Mr. Lansing. . . .was decidedly of opinion that the power of the Convention was restrained to amendments of a federal nature, and having for their basis the Confederacy in being . . . .N. York would never have concurred in sending deputies to the convention, if she had supposed the de- liberations were to turn on a consolidation of the States, and a National Government." (Notes of Debates, June 16, 122.)

Now we can understand John Dickinson's famous phrase, "Experience must be our guide. Reason may mislead us," which accurately expressed the majority viewpoint especially with respect to the rights of the states. "It was not Reason that discovered the singular & admirable mechanism of the English Constitution" or "trial by Jury," he noted. (Notes of Debates, August 13, 447). Experience, he observed earlier, also proved that the "accidental lucky division of this Country into distinct States" was a good and not a bad thing. (Notes of Debates, June 2, 57) and their "preservation. . .in a certain degree of agency [was] indispensable. . . .To attempt to abolish the States altogether, would degrade the Councils of our Country, would be impracticable, would be ruinous." (Notes of Debates, June 7, 84). His countrymen agreed.21

No to Consolidation and the Madisonian Extended Republic

Besides the lack of a Bill of Rights, the anti-Federalists' next most potent argument against the proposed Constitution centered on the issue of consolidation.

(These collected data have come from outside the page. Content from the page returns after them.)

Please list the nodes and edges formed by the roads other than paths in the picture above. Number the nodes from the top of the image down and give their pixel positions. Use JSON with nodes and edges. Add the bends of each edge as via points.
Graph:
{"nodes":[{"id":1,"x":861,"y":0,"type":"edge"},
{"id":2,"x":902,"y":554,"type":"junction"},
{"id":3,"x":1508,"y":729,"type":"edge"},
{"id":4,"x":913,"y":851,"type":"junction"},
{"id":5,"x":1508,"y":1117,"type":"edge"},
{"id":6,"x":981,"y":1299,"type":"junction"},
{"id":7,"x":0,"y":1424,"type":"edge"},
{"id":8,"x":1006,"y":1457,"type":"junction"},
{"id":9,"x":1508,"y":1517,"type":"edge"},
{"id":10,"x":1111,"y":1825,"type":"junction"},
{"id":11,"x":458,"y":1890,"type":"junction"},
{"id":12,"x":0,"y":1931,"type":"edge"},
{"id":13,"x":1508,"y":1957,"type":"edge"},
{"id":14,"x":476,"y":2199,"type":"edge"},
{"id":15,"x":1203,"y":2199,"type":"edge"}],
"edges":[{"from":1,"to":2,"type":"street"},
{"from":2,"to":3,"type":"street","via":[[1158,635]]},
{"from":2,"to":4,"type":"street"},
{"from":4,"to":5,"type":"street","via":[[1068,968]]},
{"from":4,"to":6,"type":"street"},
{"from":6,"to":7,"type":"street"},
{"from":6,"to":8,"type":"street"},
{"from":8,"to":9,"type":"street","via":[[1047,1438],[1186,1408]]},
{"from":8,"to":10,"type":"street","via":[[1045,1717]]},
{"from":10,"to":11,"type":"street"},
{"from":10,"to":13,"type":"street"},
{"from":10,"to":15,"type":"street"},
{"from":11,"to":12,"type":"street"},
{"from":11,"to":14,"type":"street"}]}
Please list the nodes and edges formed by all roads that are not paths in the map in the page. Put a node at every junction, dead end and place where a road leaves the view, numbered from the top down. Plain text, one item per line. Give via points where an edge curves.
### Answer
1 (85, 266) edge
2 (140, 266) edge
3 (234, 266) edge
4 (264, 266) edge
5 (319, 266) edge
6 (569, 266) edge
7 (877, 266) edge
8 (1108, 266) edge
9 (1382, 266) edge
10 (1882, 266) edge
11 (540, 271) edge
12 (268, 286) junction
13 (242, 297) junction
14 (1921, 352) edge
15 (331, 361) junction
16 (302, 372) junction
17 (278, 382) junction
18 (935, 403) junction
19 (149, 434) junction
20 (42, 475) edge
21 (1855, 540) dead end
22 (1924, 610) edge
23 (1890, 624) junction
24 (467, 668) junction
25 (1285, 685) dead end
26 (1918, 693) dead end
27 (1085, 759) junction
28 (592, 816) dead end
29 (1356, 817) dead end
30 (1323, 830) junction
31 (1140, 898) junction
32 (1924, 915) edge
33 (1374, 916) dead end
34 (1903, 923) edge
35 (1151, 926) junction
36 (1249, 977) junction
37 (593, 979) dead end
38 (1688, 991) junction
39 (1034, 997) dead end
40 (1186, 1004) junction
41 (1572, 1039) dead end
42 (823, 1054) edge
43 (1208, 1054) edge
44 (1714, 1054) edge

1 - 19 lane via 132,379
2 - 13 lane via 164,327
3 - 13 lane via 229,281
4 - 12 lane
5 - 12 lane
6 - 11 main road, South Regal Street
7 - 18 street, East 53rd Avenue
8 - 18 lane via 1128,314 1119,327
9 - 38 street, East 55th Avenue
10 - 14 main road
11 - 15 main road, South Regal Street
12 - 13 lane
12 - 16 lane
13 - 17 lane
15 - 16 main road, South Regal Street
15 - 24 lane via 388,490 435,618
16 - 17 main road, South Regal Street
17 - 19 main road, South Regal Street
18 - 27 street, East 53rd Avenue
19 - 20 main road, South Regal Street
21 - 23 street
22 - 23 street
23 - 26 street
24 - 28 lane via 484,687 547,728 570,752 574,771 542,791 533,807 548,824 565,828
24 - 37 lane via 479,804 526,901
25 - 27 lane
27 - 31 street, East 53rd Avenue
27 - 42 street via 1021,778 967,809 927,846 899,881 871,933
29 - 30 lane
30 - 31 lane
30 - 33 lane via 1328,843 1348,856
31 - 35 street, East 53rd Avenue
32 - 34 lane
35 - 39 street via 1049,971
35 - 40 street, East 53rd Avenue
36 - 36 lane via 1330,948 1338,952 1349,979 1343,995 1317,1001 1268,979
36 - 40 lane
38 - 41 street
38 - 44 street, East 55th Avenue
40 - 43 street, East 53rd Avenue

While admitting that "Our object has been all along, to reform our federal system, and to strengthen our governments," the "Federal Farmer" nevertheless objected to the proposed new government. "The plan of government. . .is evidently calculated totally to change, in time, our condition as a people. Instead of being thirteen republics, under a a federal head, it is clearly designed to make us one consolidated government." ("Federal Farmer" #1, Oct. 8, 1787, In Kaminski, ed., Documentary History, XIV, 18-27 quote on 21.)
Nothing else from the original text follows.